No momento em que o Ministério da Educação (MEC) tem vários programas parados, por causa de uma crise gerada por inépcia administrativa e disputas ideológicas responsáveis por uma escalada de exonerações e remanejamento de cargos, o evento da FecomercioSP não poderia ter sido mais oportuno. Entre as medidas paradas, uma das mais importantes é a implementação da Base Nacional Curricular Comum (BNCC), que incluiu a formação técnica e profissional no currículo do ensino médio. Por causa da estagnação do MEC, as redes de ensino, que iniciaram o ano letivo há mais de um mês e meio, continuam até hoje sem saber o futuro das iniciativas que vinham tomando desde janeiro, com base na BNCC.

“Temos cem anos de atraso educacional e reduzida oferta de formação técnica e profissional. Atualmente, o jovem que acabou de completar o ensino médio tem formação deficiente em matemática e português e é difícil ele se inserir no mundo do trabalho. Além disso, mais de 80% dos jovens brasileiros não vão para a universidade. Prepará-los para o trabalho é ganhar produtividade”, afirmou Rafael Lucchesi, diretor de educação e tecnologia da Confederação Nacional da Indústria. Segundo dados da Secretaria de Trabalho do Ministério da Economia, apenas 11,1% dos alunos na faixa etária fazem algum tipo de curso de formação profissional. Não têm, assim, condições de acompanhar a revolução que a Indústria 4.0 vem causando na economia mundial. No Japão, na Áustria e na Finlândia, o índice varia de 70% a 76% da população jovem.

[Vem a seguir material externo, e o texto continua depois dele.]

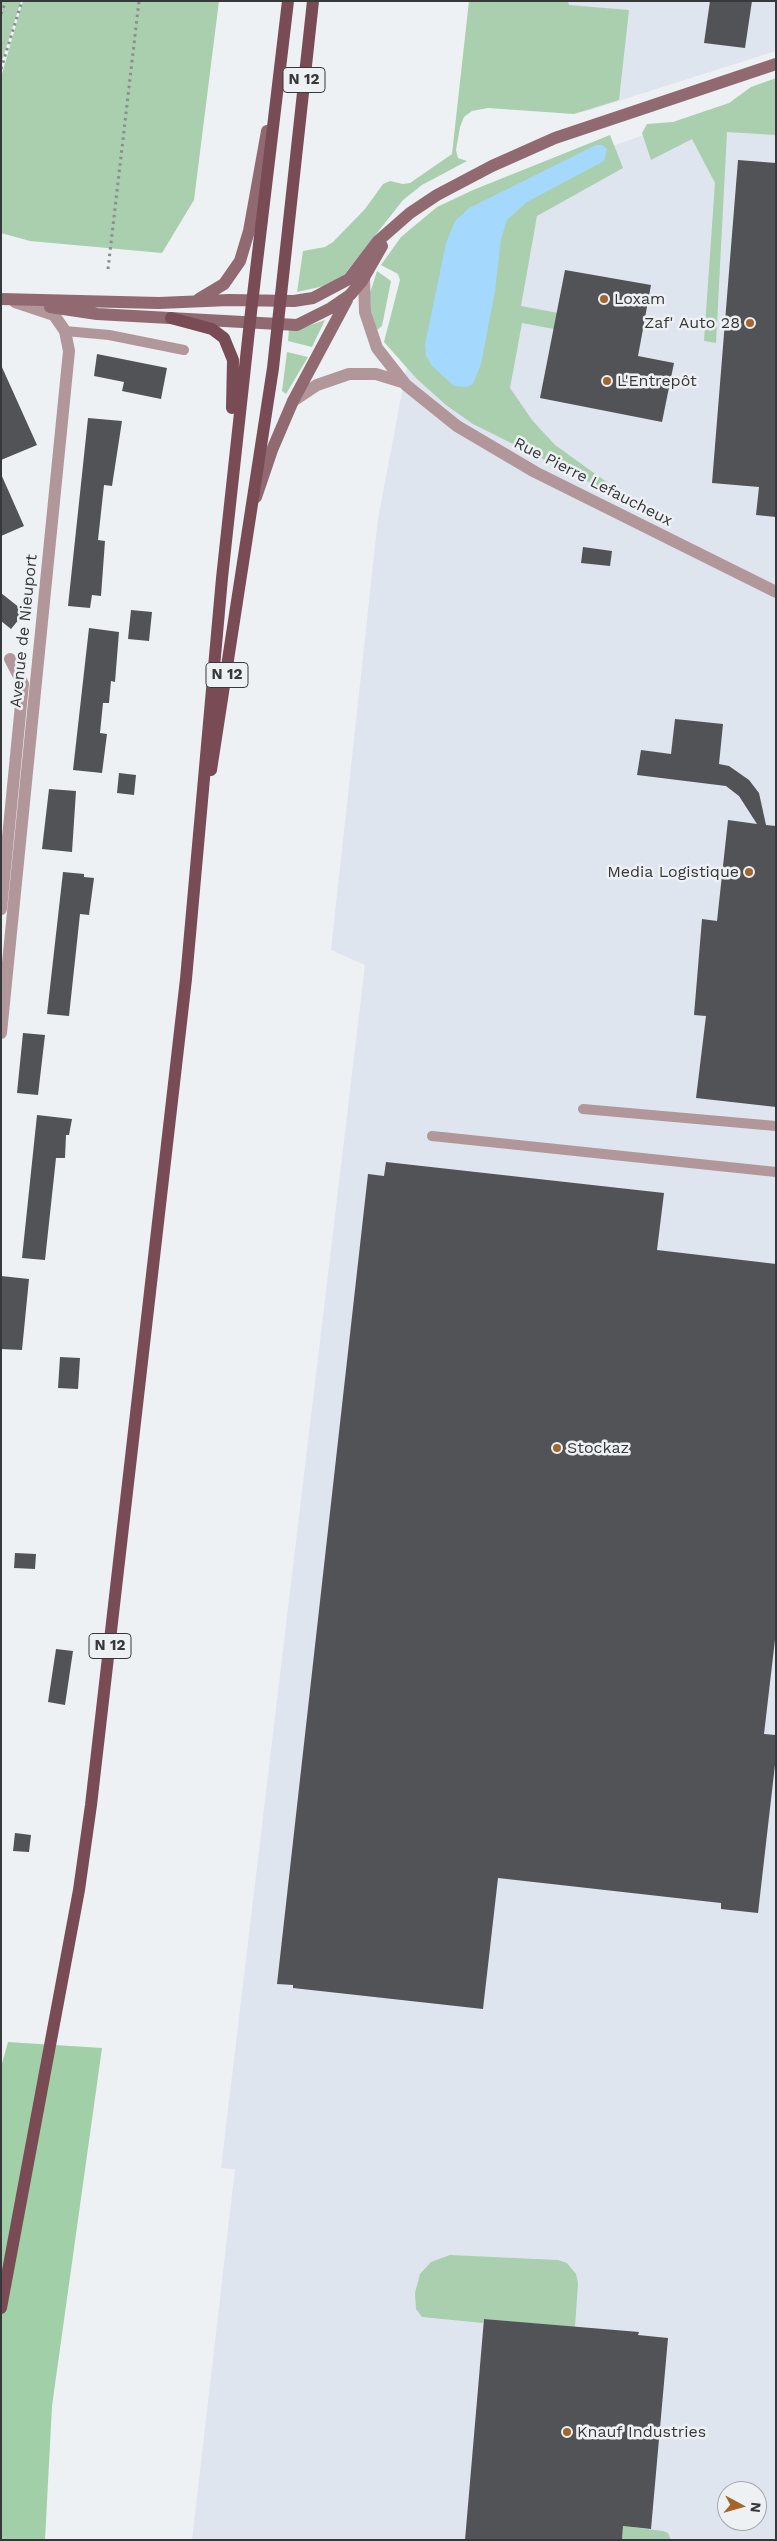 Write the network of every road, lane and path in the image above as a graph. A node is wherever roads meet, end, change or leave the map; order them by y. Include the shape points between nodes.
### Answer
1 (6, 1) edge
2 (22, 1) edge
3 (140, 1) edge
4 (288, 1) edge
5 (313, 1) edge
6 (1, 14) edge
7 (283, 43) junction
8 (776, 64) edge
9 (1, 69) edge
10 (396, 226) junction
11 (108, 269) dead end
12 (364, 278) junction
13 (350, 295) junction
14 (5, 300) edge
15 (252, 300) junction
16 (191, 301) junction
17 (281, 301) junction
18 (171, 318) junction
19 (249, 323) junction
20 (278, 325) junction
21 (65, 331) junction
22 (184, 350) dead end
23 (406, 385) junction
24 (293, 401) junction
25 (252, 512) junction
26 (222, 578) junction
27 (776, 592) edge
28 (6, 656) edge
29 (35, 681) junction
30 (197, 838) junction
31 (1, 909) edge
32 (1, 1033) edge
33 (583, 1109) dead end
34 (776, 1126) edge
35 (432, 1136) dead end
36 (776, 1172) edge
37 (1, 2308) edge

1 - 6 path
2 - 9 path
3 - 11 path
4 - 7 main road, N 12
5 - 17 main road, N 12
7 - 15 main road, N 12
7 - 16 main road via 244,252 224,284
8 - 10 main road via 516,154 437,195
10 - 12 main road
10 - 17 main road via 378,241 345,283 313,298
12 - 13 main road
12 - 23 street via 365,312 371,336
13 - 20 main road via 304,322
13 - 24 main road, N 12
14 - 16 main road
14 - 18 main road via 74,311
14 - 21 street via 48,312 59,320
15 - 16 main road
15 - 17 main road
15 - 19 main road, N 12
17 - 20 main road, N 12
18 - 19 main road
18 - 26 main road via 216,331 228,343 233,360
19 - 20 main road
19 - 26 main road, N 12
20 - 25 main road, N 12
21 - 22 lane via 109,335
21 - 29 street, Avenue de Nieuport via 69,351
23 - 24 street via 384,376 355,373 317,384
23 - 27 street, Rue Pierre Lefaucheux via 479,441
24 - 25 main road, N 12 via 272,450
25 - 30 main road, N 12 via 218,736
26 - 30 main road, N 12
28 - 29 street
28 - 31 street, Avenue de Nieuport via 23,684
29 - 32 street, Avenue de Nieuport
30 - 37 main road, N 12 via 184,998 91,1805 79,1890
33 - 34 lane
35 - 36 lane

Os números mostram as dificuldades enfrentadas pelo Brasil para formar capital humano e revelam que o País continua incapaz de desenvolver mão de obra tão produtiva e adaptável quanto a de outras economias emergentes.

As falhas estruturais na preparação e qualificação técnica das novas gerações, a fim de que possam atuar em modos de produção diferentes dos atuais, também continuam sendo um dos obstáculos para a implementação, entre nós, de sistemas industriais inteligentes, capazes de conectar máquinas, agendar manutenções e prever falhas nos processos. No evento da FecomercioSP, os especialistas lembraram ainda que, além da questão da produtividade, a população brasileira está envelhecendo, o que aumenta ainda mais a importância dos investimentos em ensino profissional destinado aos jovens.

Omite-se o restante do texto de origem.